Petr Nečas fragilisé par une affaire de corruption d’une ampleur sans précédent
C’est le plus retentissant scandale politique et de corruption de l’histoire de la République tchèque. Dans la nuit de mercredi à jeudi, l’Unité de lutte contre le crime organisé (ÚOOZ) a mené une perquisition au siège du gouvernement, ainsi que dans les locaux du ministère de la Défense et de différents organismes d’Etat. Sept personnes, parmi lesquelles la directrice du cabinet du Premier ministre et trois anciens députés du parti civique démocrate (ODS), principale formation de la coalition gouvernementale, ont été inculpées pour différents motifs. Même si l’opposition exige sa démission, Petr Nečas entendait bien, vendredi, rester à la tête du gouvernement.
Ses propos ont certes été clairs, mais le moins que l’on puisse dire, c’est que le Premier ministre a pris son temps avant de réagir à l’information, pourtant publiée tôt dans la matinée, selon laquelle un commando policier avait fait une descente dans les bureaux du gouvernement la nuit précédente. Il aura en effet fallu attendre la fin de l’après-midi pour entendre Petr Nečas donner sa version des faits dans une conférence de presse expédiée, questions comprises, en trois petites minutes, pas une minute et pas une question de plus. Un point presse suffisamment long néanmoins pour que le chef du gouvernement assure de sa volonté de ne pas démissionner, clame son innocence et celle du plus proche de ses collaborateurs, la directrice de son cabinet :
« Concernant l’arrestation de madame Nagyová, je n’ai qu’un seul commentaire à faire : je garde toujours la même confiance en elle et je n’ai aucune raison de penser qu’elle a commis un délit quelconque. »Telle était donc la version défendue jeudi par Petr Nečas, qui exhortait la police et les procureurs à donner les raisons de ces descentes d’une rare envergure. Cela n’a pas tardé. Restée muette jeudi, la police a annoncé, ce vendredi, avoir inculpé sept personnes. L’ancien chef du service de renseignement militaire Ondrej Páleník, son successeur Milan Kovanda et un autre agent du service sont accusés d’avoir organisé et mené des filatures de l’épouse du Premier ministre. L’opération aurait été commandée par la directrice du cabinet du chef du gouvernement, Jana Nagyová, elle aussi arrêtée jeudi et accusée d’abus de pouvoir.
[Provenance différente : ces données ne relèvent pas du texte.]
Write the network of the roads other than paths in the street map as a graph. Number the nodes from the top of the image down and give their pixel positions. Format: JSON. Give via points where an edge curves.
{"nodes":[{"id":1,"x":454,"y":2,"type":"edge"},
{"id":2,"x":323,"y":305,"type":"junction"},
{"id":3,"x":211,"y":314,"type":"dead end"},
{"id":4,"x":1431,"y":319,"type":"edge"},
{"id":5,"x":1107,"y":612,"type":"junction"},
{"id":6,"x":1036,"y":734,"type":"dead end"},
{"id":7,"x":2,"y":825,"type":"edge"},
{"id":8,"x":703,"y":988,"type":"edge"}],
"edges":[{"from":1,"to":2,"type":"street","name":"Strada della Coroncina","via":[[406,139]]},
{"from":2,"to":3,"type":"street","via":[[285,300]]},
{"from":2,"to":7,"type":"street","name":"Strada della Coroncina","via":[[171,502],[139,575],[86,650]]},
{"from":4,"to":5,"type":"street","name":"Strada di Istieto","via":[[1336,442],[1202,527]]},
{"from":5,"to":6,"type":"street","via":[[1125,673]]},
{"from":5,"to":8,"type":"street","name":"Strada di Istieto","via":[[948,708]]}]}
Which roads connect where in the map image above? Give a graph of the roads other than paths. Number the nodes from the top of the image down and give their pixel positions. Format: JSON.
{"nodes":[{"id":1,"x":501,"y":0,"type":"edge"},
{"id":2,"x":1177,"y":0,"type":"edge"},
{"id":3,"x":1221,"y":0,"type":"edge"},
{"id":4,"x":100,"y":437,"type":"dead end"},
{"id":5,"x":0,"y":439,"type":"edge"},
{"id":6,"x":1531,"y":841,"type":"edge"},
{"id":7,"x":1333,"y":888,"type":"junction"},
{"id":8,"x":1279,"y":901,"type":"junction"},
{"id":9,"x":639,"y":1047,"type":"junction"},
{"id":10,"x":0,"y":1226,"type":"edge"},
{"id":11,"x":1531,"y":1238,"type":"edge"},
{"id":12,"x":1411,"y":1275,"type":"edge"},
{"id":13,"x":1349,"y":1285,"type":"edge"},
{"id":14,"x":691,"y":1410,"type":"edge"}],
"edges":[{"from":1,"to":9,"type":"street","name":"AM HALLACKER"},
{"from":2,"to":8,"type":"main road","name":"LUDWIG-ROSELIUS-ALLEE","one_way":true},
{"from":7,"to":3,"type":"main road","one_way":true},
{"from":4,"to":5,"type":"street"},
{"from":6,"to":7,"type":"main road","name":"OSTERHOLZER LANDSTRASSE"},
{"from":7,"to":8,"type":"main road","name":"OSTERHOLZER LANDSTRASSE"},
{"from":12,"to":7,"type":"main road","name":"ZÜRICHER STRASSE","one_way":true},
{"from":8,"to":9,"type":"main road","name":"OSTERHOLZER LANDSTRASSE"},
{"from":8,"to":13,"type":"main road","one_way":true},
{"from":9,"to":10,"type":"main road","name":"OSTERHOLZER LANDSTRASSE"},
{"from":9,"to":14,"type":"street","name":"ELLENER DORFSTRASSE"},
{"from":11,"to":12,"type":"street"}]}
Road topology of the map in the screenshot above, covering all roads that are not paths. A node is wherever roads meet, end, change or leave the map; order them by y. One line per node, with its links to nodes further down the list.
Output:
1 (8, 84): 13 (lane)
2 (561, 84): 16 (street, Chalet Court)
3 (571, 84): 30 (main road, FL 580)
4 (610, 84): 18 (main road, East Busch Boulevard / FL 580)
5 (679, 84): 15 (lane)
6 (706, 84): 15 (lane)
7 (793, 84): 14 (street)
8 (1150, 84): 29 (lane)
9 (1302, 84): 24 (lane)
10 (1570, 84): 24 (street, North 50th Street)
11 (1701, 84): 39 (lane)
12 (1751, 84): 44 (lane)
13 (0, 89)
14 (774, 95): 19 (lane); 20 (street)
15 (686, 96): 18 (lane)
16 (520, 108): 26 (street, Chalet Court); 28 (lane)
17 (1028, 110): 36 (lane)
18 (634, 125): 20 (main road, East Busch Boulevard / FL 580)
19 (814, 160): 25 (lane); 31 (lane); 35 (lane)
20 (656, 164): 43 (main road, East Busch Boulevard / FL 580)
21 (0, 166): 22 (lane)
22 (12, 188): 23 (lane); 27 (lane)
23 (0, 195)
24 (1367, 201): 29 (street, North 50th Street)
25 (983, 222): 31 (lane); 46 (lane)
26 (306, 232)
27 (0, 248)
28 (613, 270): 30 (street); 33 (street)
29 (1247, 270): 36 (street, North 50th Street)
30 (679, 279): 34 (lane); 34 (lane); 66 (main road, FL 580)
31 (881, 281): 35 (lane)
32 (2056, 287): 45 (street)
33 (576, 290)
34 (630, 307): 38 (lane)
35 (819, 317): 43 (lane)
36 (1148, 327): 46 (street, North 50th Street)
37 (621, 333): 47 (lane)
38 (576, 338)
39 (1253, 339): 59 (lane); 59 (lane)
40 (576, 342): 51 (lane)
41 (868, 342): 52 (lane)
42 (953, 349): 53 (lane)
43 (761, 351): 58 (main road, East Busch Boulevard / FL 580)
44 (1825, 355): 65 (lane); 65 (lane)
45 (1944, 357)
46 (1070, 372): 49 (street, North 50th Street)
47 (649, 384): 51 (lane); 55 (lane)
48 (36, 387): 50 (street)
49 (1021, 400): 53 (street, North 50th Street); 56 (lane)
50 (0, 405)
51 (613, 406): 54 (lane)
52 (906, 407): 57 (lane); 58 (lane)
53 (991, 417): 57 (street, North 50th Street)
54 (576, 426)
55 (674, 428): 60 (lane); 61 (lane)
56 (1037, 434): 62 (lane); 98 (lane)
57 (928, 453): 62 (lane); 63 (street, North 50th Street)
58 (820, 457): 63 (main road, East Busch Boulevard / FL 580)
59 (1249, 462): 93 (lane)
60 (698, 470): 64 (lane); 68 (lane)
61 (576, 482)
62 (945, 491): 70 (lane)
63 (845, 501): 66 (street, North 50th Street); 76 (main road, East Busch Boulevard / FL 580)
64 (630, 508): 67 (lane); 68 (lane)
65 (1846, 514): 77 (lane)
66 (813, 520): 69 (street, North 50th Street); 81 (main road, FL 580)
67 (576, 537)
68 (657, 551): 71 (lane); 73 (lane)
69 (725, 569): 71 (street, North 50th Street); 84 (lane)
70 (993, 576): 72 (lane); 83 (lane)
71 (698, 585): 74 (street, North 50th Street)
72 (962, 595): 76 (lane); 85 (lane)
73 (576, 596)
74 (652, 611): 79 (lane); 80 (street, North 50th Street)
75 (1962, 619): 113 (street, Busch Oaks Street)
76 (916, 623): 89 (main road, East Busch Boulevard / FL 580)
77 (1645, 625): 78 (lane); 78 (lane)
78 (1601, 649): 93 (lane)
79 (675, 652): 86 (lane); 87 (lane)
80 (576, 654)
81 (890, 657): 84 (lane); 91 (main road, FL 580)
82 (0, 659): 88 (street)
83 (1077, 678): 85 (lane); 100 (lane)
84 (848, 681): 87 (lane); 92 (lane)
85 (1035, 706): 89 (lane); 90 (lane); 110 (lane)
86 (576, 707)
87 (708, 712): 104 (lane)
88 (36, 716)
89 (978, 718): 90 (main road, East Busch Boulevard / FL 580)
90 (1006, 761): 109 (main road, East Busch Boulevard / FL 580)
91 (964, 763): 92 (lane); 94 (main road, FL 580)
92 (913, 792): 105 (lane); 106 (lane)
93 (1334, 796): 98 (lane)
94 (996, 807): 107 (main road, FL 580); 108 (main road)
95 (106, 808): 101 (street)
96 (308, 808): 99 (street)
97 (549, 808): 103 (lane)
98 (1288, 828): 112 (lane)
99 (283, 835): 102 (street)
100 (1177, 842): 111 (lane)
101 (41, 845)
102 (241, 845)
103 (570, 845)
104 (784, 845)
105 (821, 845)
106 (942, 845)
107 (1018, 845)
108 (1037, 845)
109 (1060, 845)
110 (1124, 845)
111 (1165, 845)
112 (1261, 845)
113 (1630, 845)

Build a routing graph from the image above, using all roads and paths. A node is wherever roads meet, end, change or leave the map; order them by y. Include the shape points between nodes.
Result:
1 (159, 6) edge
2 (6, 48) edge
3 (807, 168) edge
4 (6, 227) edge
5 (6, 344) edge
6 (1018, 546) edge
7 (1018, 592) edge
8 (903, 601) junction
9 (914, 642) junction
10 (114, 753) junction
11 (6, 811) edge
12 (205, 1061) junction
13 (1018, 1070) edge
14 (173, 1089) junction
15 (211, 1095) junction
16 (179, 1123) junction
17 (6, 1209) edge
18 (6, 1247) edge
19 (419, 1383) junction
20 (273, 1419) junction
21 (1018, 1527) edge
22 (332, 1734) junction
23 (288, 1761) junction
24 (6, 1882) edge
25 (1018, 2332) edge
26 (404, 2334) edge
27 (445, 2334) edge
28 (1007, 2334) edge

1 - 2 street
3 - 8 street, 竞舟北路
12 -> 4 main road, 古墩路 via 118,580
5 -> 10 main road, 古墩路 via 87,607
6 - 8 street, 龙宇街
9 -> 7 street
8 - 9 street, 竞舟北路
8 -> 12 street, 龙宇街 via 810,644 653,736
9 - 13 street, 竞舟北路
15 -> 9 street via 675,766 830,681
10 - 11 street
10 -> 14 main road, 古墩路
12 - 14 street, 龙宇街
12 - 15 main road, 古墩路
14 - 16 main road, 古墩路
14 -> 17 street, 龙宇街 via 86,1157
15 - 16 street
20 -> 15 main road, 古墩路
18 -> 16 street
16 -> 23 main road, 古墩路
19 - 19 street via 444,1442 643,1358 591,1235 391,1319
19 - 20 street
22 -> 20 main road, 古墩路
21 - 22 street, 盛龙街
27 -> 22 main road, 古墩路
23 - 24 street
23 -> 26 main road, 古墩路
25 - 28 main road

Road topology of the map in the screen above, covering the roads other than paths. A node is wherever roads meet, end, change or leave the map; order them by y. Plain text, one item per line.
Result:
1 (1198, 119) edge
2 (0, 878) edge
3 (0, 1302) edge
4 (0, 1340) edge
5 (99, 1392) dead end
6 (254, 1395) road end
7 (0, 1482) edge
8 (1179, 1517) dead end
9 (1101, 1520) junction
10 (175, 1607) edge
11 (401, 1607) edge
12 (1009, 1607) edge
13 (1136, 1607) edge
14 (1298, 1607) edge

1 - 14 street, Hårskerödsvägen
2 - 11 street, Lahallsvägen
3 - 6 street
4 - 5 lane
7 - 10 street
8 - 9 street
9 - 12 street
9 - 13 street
Très proche professionnellement de Petr Nečas, Jana Nagyová serait également, selon les médias tchèques, la compagne du Premier ministre, qui a annoncé cette semaine que lui et son épouse avaient engagé une procédure de divorce...
Jana Nagyová, toujours elle, figurerait également dans l’affaire des trois anciens députés membres de l’ODS eux aussi arrêtés jeudi et accusés de corruption. A l’automne dernier, les trois hommes, présentés comme des « rebelles » dans leur propre parti, avaient accepté d’abandonner leurs fonctions à la Chambre basse du Parlement afin de permettre l’adoption d’une loi dite « de stabilisation financière ». En échange de quoi, Petr Tluchoř, ancien chef du club parlementaire de l’ODS, Ivan Fuksa, ancien ministre de l’Agriculture, et Marek Šnajder, ancien vice-ministre de la Santé, avaient obtenu des postes lucratifs dans le management de diverses entreprises publiques. Aujourd’hui, ils sont donc tous les trois accusés de différents délits de corruption, des versements de dessous de table ayant accompagné cet échange de bons procédés, une pratique que le Premier ministre a qualifiée de « normale » dans le monde politique lors de son passage devant les députés vendredi midi. Depuis jeudi, le Parti social-démocrate (ČSSD) exige, comme cela s’entend, la démission de Petr Nečas et de la coalition gouvernementale. Le leader du ČSSD, plus grand parti de l’opposition à la Chambre des députés et régulièrement en tête des sondages depuis plusieurs mois, souhaite également l’organisation dès que possible d’élections législatives anticipées. Selon Bohuslav Sobotka, l’affaire en cours, d’une ampleur sans précédent ces vingt dernières années en République tchèque, constitue une atteinte à la culture politique tchèque, sans préciser ce qu’il entendait par « culture politique tchèque ».